What this task involves:
Please give the number of lines in the records below where the word "علیزاده" occurs, and nothing else.

Records provided:
----

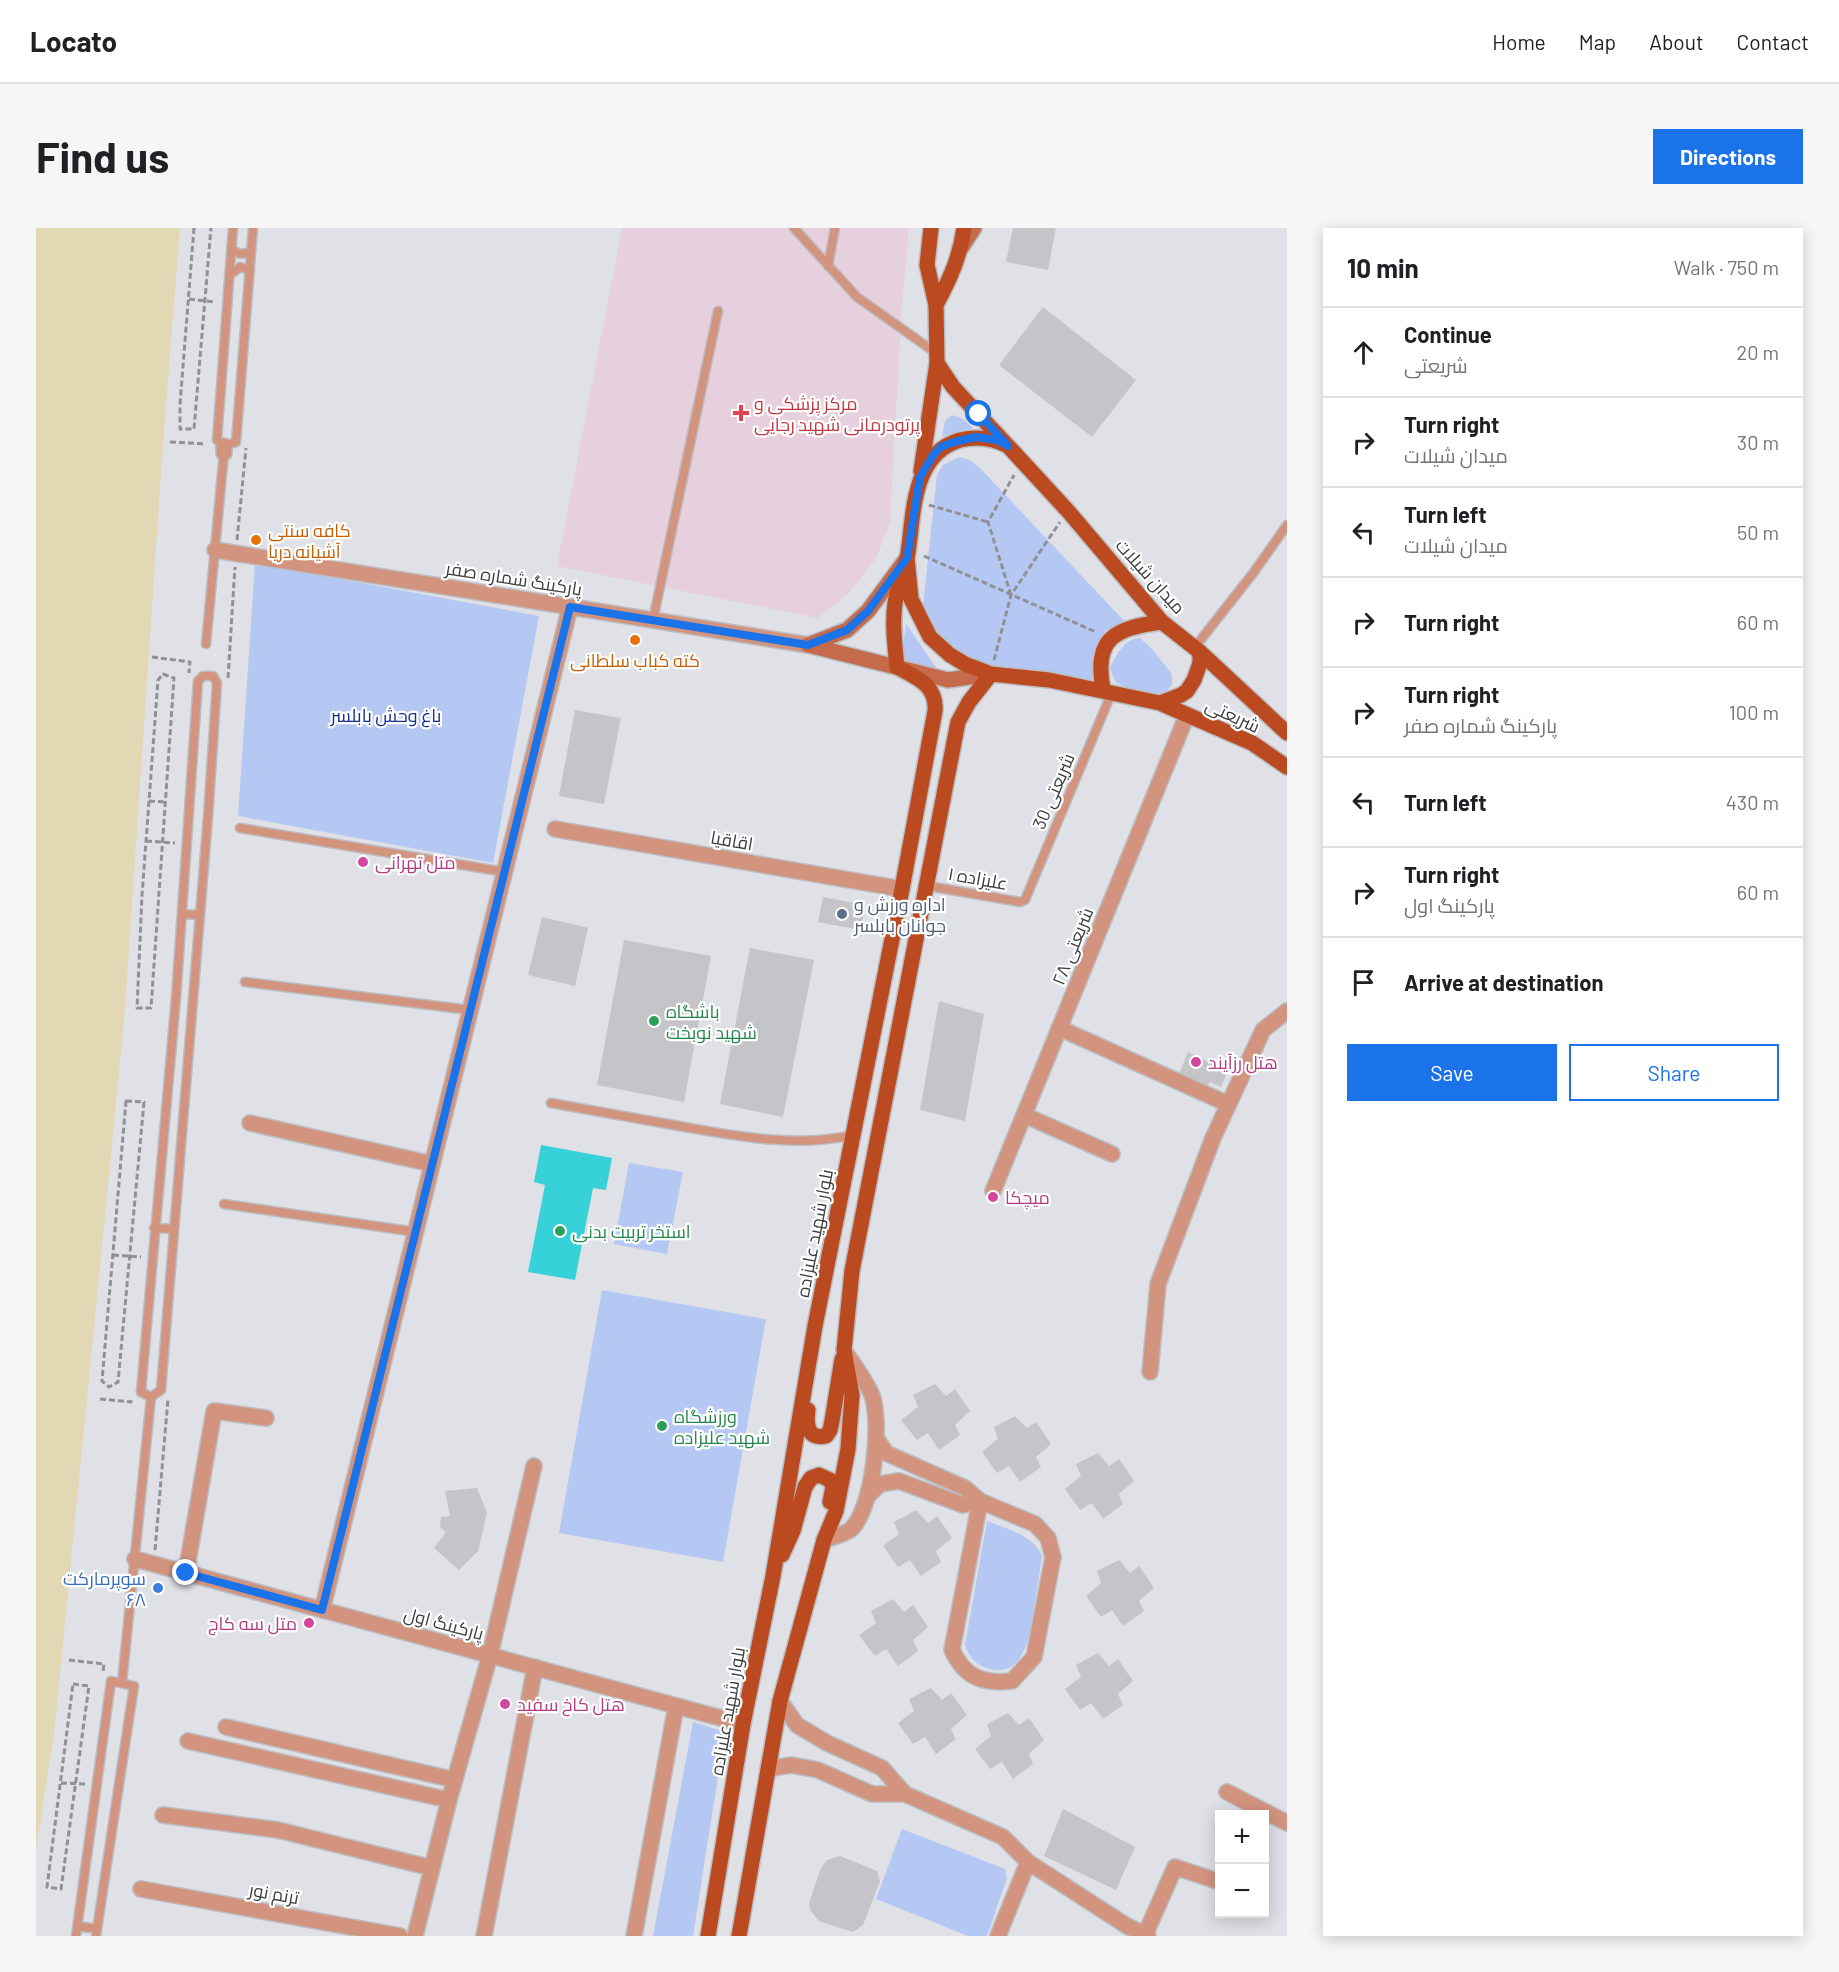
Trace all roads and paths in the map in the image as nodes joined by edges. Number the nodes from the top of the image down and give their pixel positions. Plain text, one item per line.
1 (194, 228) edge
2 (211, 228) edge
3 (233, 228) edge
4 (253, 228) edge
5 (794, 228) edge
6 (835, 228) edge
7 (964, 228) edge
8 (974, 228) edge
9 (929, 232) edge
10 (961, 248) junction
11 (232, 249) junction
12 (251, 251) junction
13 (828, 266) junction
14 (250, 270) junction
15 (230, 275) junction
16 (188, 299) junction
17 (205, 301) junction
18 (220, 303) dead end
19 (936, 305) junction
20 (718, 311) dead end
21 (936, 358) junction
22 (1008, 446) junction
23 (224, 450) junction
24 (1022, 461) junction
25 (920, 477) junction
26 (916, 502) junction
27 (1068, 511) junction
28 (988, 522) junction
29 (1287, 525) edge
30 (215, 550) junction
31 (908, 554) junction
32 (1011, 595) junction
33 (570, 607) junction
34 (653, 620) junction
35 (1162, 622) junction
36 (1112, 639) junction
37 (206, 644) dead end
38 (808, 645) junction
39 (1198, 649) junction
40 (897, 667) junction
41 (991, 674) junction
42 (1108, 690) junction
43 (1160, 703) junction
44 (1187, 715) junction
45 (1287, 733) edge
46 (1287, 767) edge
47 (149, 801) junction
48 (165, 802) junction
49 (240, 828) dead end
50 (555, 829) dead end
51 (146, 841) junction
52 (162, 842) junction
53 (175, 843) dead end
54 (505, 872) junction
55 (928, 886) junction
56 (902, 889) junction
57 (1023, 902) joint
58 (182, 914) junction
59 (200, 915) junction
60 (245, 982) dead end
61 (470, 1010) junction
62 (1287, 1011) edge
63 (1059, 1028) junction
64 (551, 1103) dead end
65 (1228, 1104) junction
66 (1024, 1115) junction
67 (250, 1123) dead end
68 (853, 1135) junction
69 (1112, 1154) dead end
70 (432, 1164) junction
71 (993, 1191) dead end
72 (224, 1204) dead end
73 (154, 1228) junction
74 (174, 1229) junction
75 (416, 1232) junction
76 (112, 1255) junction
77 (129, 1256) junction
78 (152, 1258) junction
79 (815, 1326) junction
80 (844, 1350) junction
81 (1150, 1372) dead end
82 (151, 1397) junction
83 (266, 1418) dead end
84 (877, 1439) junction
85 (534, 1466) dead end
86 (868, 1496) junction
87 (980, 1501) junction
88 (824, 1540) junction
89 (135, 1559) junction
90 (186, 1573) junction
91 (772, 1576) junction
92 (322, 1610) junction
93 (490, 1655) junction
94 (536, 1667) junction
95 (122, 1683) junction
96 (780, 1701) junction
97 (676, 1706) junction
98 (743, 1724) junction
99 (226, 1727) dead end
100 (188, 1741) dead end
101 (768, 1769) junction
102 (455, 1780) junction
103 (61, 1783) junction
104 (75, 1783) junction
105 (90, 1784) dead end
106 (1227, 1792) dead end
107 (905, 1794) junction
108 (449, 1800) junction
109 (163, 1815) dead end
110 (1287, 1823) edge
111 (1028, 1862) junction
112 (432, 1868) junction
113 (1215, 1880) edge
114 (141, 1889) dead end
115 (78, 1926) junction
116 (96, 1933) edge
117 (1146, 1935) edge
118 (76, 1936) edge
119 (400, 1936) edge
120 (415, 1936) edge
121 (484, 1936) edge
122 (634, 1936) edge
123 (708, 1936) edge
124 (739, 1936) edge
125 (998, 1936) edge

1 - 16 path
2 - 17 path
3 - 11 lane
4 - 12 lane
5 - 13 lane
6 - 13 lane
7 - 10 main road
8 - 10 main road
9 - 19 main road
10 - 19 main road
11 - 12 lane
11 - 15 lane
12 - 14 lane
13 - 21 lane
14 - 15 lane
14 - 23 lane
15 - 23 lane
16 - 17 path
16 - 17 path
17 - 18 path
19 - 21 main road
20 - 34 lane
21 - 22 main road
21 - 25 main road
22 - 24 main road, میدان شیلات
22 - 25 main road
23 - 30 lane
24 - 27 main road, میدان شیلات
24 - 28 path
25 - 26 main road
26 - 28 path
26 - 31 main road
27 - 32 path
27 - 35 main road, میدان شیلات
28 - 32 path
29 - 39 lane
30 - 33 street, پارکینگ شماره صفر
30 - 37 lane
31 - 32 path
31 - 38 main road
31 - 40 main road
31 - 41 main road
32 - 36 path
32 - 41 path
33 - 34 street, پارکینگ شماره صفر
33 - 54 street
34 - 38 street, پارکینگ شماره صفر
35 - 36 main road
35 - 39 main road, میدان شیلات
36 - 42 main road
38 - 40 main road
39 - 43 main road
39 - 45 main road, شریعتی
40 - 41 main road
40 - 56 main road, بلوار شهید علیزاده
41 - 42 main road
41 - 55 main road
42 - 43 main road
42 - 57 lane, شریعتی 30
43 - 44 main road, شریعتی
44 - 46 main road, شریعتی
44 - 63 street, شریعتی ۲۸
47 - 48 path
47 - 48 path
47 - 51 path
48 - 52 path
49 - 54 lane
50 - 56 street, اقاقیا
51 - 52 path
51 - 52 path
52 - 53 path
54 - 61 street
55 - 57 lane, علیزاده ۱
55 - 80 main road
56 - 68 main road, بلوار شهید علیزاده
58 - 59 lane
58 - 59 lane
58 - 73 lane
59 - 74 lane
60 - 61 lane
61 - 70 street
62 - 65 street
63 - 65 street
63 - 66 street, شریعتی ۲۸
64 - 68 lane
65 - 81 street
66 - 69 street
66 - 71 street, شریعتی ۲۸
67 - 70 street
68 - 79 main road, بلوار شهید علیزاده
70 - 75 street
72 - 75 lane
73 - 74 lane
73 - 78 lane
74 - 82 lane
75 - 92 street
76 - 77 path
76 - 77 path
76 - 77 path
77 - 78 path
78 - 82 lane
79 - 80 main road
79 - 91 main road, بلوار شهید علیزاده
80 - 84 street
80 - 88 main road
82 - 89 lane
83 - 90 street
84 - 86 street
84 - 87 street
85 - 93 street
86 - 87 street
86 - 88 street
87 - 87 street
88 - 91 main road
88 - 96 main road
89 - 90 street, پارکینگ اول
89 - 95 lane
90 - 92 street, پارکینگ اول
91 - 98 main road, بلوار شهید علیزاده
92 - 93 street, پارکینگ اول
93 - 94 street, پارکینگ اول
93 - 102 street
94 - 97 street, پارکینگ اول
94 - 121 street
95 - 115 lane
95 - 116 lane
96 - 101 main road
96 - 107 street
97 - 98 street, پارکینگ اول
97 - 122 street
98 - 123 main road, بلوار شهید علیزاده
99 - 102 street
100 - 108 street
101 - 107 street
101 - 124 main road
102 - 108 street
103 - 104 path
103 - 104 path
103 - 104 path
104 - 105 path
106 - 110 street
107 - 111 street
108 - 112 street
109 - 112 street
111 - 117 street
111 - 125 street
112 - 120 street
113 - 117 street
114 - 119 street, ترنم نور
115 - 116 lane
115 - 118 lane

----

Solution below:
7